## Exercise goal
Locate all lines in the data below that hold "function" and show them.
· · · ·
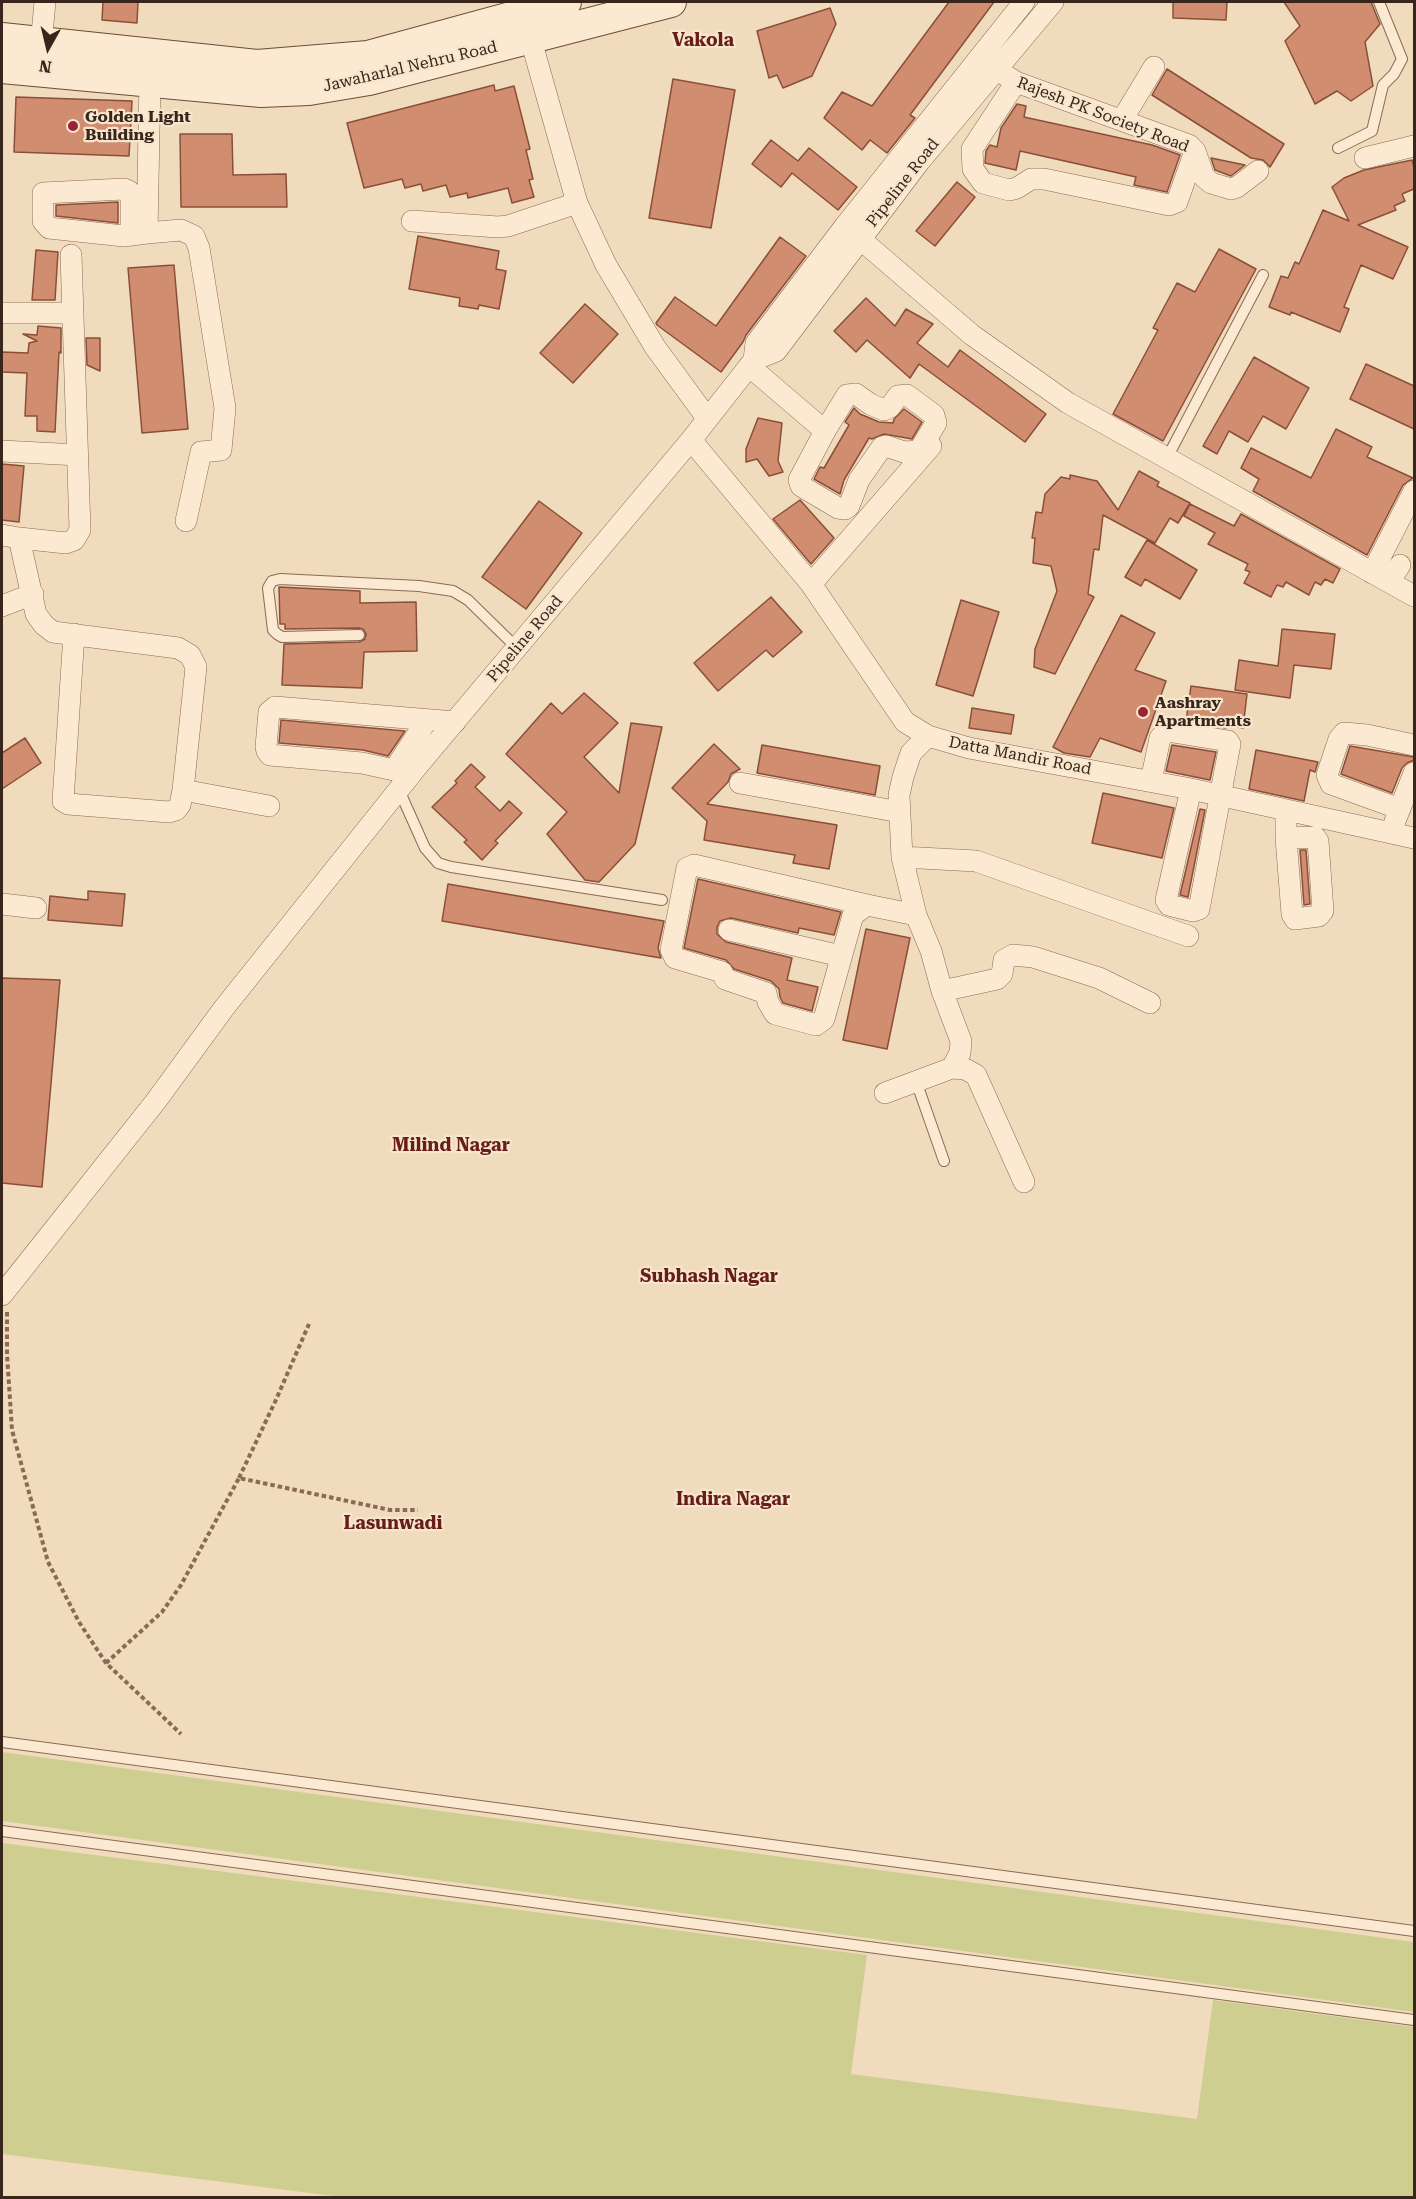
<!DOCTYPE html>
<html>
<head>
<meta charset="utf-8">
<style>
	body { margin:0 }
	#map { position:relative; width:1416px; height:2199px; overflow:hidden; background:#f1dbbd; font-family:"Roboto Serif",serif }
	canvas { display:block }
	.frame { position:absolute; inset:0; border:3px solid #38251b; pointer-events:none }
	.north { position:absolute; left:18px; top:18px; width:60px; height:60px; -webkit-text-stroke:4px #f7e6cd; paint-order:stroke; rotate:188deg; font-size:16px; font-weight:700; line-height:24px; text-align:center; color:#38251b }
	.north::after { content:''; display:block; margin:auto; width:21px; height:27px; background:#38251b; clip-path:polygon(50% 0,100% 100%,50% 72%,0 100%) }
</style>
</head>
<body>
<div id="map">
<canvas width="1416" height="2199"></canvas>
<div class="frame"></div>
<div class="north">N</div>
</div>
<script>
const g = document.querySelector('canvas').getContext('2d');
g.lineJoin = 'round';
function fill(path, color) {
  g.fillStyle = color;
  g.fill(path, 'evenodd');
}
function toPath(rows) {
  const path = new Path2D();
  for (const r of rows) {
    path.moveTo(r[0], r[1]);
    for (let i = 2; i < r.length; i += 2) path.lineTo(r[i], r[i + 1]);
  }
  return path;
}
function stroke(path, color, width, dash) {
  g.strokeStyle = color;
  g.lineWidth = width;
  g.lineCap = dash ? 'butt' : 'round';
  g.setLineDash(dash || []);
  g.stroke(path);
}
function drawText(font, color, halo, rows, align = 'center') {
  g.font = font + ' "Roboto Serif",serif';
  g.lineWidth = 4.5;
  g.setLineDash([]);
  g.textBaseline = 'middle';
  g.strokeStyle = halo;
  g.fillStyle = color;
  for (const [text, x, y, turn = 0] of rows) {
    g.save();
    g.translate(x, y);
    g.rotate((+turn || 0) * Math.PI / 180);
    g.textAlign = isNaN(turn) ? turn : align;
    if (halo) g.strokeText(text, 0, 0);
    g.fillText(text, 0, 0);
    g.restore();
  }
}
fill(toPath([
	[2,1752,1414,1942,1414,2012,2,1821],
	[2,1843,867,1955,851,2074,1197,2119,1213,2000,1414,2027,1414,2197,349,2198,2,2154]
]), '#cfce91');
const building = toPath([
	[103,2,138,2,137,23,102,20,103,2],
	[949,2,994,2,910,115,915,118,887,153,870,140,862,150,824,118,842,92,872,106,949,2],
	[1173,2,1227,2,1226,20,1173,18,1173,2],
	[1284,2,1371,2,1380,24,1365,42,1373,86,1351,101,1337,91,1315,104,1285,41,1300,26,1284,2],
	[830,8,836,24,812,76,783,88,777,75,769,78,757,31,830,8],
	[1167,69,1284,144,1270,167,1263,160,1251,158,1152,95,1167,69],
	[673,79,735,90,711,228,649,218,673,79],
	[494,85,495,91,514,86,530,149,526,150,533,179,529,180,534,197,512,203,508,188,468,198,467,193,450,197,446,185,423,191,421,184,405,188,402,179,364,188,347,123,494,85],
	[16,97,132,101,129,156,14,152,16,97],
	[1017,104,1026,106,1024,117,1152,145,1180,155,1167,192,1134,185,1136,177,1020,151,1016,170,985,163,986,151,990,145,997,147,1001,128,1017,104],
	[180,134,232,134,233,175,286,174,287,207,181,207,180,134],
	[771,140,798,161,809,148,857,187,838,210,792,173,781,187,752,164,771,140],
	[1211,158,1245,165,1231,176,1215,170,1211,158],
	[1412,160,1414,167,1414,189,1402,194,1405,201,1394,206,1396,210,1358,225,1408,247,1393,279,1361,265,1344,307,1349,309,1340,332,1291,312,1290,315,1269,307,1281,276,1288,278,1295,262,1299,264,1323,210,1349,221,1332,187,1344,178,1364,170,1412,160],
	[957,182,975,197,935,246,916,231,957,182],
	[118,202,118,223,56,216,56,205,118,202],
	[418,236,499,251,496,269,506,271,499,309,479,305,478,309,459,306,460,298,409,289,418,236],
	[780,237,806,256,746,335,743,342,721,372,657,325,656,323,675,297,716,326,780,237],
	[1219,249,1256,269,1163,441,1113,414,1158,330,1153,328,1177,283,1195,292,1219,249],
	[36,250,58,252,55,300,32,300,36,250],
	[174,265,188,429,142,433,128,268,174,265],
	[866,298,895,326,906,309,933,324,917,343,948,367,960,350,1046,414,1025,442,919,364,910,378,867,340,856,352,834,331,866,298],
	[585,304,618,334,573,383,540,353,585,304],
	[38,326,61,328,61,353,59,352,55,432,37,431,37,416,25,416,27,373,2,372,2,352,28,353,29,343,37,341,23,334,37,335,38,326],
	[86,338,100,338,100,371,87,365,86,338],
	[1254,357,1309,388,1286,429,1263,416,1248,442,1229,431,1217,454,1203,446,1254,357],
	[1366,364,1414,386,1414,429,1350,399,1366,364],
	[854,408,860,414,879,422,893,423,894,419,904,409,922,422,912,439,884,434,872,439,869,438,844,480,840,494,814,479,820,467,824,468,849,425,845,422,854,408],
	[758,418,782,423,778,461,783,472,769,476,757,459,746,462,746,449,758,418],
	[1336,429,1372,447,1367,457,1413,478,1403,485,1367,555,1253,491,1259,479,1241,468,1251,448,1311,478,1336,429],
	[2,464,24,466,19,522,2,520,2,464],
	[1139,471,1159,482,1157,486,1190,503,1178,523,1170,518,1155,543,1103,515,1099,550,1094,549,1088,594,1094,597,1055,674,1034,667,1035,649,1057,591,1051,566,1033,563,1035,538,1032,538,1036,512,1042,513,1045,494,1061,477,1070,479,1070,475,1097,481,1118,510,1139,471],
	[800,500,834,538,811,564,773,519,800,500],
	[539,501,582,533,526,609,482,577,539,501],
	[1190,504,1234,526,1241,514,1340,569,1333,583,1325,579,1321,585,1315,582,1309,595,1286,582,1283,587,1277,585,1271,597,1244,583,1250,572,1245,570,1248,564,1208,544,1215,533,1184,516,1190,504],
	[1147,540,1197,570,1180,599,1145,579,1141,586,1125,577,1147,540],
	[279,587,360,591,360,603,416,602,417,651,364,652,362,688,282,685,284,644,359,642,365,639,366,634,363,629,359,628,285,629,285,624,280,624,279,587],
	[771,597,802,632,773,657,766,650,718,691,694,663,771,597],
	[961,600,999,612,973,696,936,685,961,600],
	[1121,615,1155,633,1135,670,1166,681,1141,752,1100,738,1090,757,1064,753,1053,747,1121,615],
	[1282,629,1335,634,1331,669,1294,665,1290,698,1235,690,1239,660,1278,666,1282,629],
	[1191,686,1247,694,1243,728,1226,725,1226,728,1186,721,1191,686],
	[584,693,618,723,584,757,619,793,631,723,662,727,635,844,599,882,585,880,547,834,567,812,506,754,551,703,562,714,584,693],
	[972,708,1014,715,1011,734,969,728,972,708],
	[281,720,405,731,388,756,363,750,279,743,281,720],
	[25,738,41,763,2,789,2,753,25,738],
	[714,744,740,769,731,774,728,782,707,804,837,825,829,869,793,863,795,855,704,840,707,821,672,788,714,744],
	[762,745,880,766,875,795,757,773,762,745],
	[1172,745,1216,752,1210,780,1166,771,1172,745],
	[1350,746,1414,757,1414,760,1407,763,1402,768,1392,793,1341,774,1350,746],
	[1256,750,1318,762,1315,772,1310,770,1304,801,1249,789,1256,750],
	[471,764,485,777,475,787,500,811,509,801,522,813,495,841,498,843,482,860,464,842,467,840,432,807,457,783,455,781,471,764],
	[1103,793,1174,808,1162,858,1092,843,1103,793],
	[1200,809,1205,810,1188,897,1180,895,1200,809],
	[1300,850,1306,850,1310,904,1304,905,1300,850],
	[698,879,841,912,834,935,799,928,798,933,731,918,720,921,717,927,717,934,726,942,792,958,787,980,818,987,812,1011,783,1003,780,997,779,989,771,981,734,969,726,960,684,948,698,879],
	[448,884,664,921,658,948,661,958,442,921,448,884],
	[88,891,125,894,122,926,48,920,50,896,88,900,88,891],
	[866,929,910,938,887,1049,843,1040,866,929],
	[2,978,60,980,42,1187,2,1183,2,978]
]);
fill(building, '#d18d70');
stroke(building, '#8a4f39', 1.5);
const service = toPath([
	[1338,148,1372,131,1383,85,1394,74,1402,59,1379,2],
	[1167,458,1263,275],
	[359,635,282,637,277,634,273,630,268,588,272,581,280,579,419,586,453,591,468,600,517,648],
	[399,790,425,848,438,863,451,867,662,900],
	[916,1081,944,1161],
	[2,1742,1414,1931],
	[2,1831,1414,2020]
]);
const minor = toPath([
	[527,26,577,203,606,265,655,347,707,418],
	[40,55,45,2],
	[1005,75,1016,82,1189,145,1195,151,1204,177,1211,183,1231,189,1237,187,1258,171],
	[150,81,147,233,181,230,194,236,199,248,225,408,221,450,201,452,186,521],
	[1016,82,972,149,973,169,983,183,1009,190,1017,188,1031,179,1044,179,1169,205,1177,202,1195,151],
	[1122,120,1154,67],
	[1365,158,1414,146],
	[412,221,498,227,508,226,577,203],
	[845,226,972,335,1068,403,1414,596],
	[131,235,131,195,129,191,124,189,43,193,43,221,49,228,124,236,147,233],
	[2,313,73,313],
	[754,360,756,343,845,226,1024,2],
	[749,366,825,431,847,395,856,394,870,404,884,410,890,407,898,396,907,395,934,415,936,423,919,451,904,452,886,446,882,447,859,480,849,506,845,509,838,508,801,486,799,480,825,431],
	[691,440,811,584,905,722,928,736,969,748,1191,789,1414,838],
	[2,451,78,455],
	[2,535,19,538,36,614,44,625,53,632,178,648,190,655,196,667,183,790,269,806],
	[19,538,66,543,74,540,80,530,71,255],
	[1372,573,1414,491],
	[1389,582,1400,565],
	[811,584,931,446],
	[2,606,33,594],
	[74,634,63,801,68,804,169,812,176,810,180,805,183,790],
	[394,770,427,720],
	[410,776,394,770,362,763,270,755,267,751,266,747,269,712,275,707,455,722],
	[1151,781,1160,738,1167,731,1228,741,1230,744,1199,909,1193,911,1169,905,1166,900,1191,789],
	[740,783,900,812],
	[1400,809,1331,784,1327,775,1339,739,1344,733,1367,735,1414,745],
	[1395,821,1414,773],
	[1286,838,1315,837,1318,841,1323,911,1319,916,1295,919,1292,914,1286,838,1286,810],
	[902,857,976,861,1188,936],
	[2,904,36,908],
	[867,905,694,865,687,868,671,950,675,958,722,972,725,979,766,993,768,1002,775,1014,816,1025,824,1019,853,915,867,905,916,915],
	[729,930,841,956],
	[942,991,997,979,1002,974,1004,960,1013,955,1033,957,1099,978,1150,1003],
	[952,1068,965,1069,976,1075,1024,1182],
	[885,1093,952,1068,960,1053,961,1041,942,991,931,951,916,915,902,857,899,795,903,777,911,753,928,736],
	[2,1295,156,1101,224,1008,420,763,691,440,754,360,776,351,919,162,1053,2]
]);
const secondary = toPath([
	[2,38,257,65,368,56,566,2],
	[2,68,261,92,309,90,369,80,671,2]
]);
stroke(service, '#8a6a55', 12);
stroke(minor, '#8a6a55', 22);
stroke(secondary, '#6b4c39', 32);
stroke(toPath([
	[7,1312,7,1354,12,1430,48,1562,79,1622,106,1663,181,1734],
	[239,1478,275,1402,309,1324],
	[106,1663,162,1612,181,1585,239,1478,390,1510,418,1510]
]), '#8a6a55', 4, [4.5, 3]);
stroke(service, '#fbe9d1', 10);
stroke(minor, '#fbe9d1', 21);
stroke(secondary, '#fbe9d1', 30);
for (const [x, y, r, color] of [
	[73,126,6,"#9c2132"],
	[1143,712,6,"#9c2132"]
]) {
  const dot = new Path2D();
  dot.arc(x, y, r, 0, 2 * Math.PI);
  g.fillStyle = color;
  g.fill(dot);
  stroke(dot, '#f7e6cd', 2);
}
drawText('16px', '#38251b', '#f7e6cd', [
	["Jawaharlal Nehru Road",410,67,-13],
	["Rajesh PK Society Road",1103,115,21],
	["Pipeline Road",903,183,-52],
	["Pipeline Road",525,639,-50],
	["Datta Mandir Road",1020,756,11]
]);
drawText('bold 16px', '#38251b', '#f7e6cd', [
	["Golden Light",85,117],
	["Building",85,135],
	["Aashray",1155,703],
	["Apartments",1155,721]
], 'left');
drawText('bold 18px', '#671e18', '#f7e6cd', [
	["Vakola",703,41],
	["Milind Nagar",451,1146],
	["Subhash Nagar",709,1277],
	["Indira Nagar",733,1500],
	["Lasunwadi",393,1524]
]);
</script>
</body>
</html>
· · · ·
## Exercise response
function fill(path, color) {
function toPath(rows) {
function stroke(path, color, width, dash) {
function drawText(font, color, halo, rows, align = 'center') {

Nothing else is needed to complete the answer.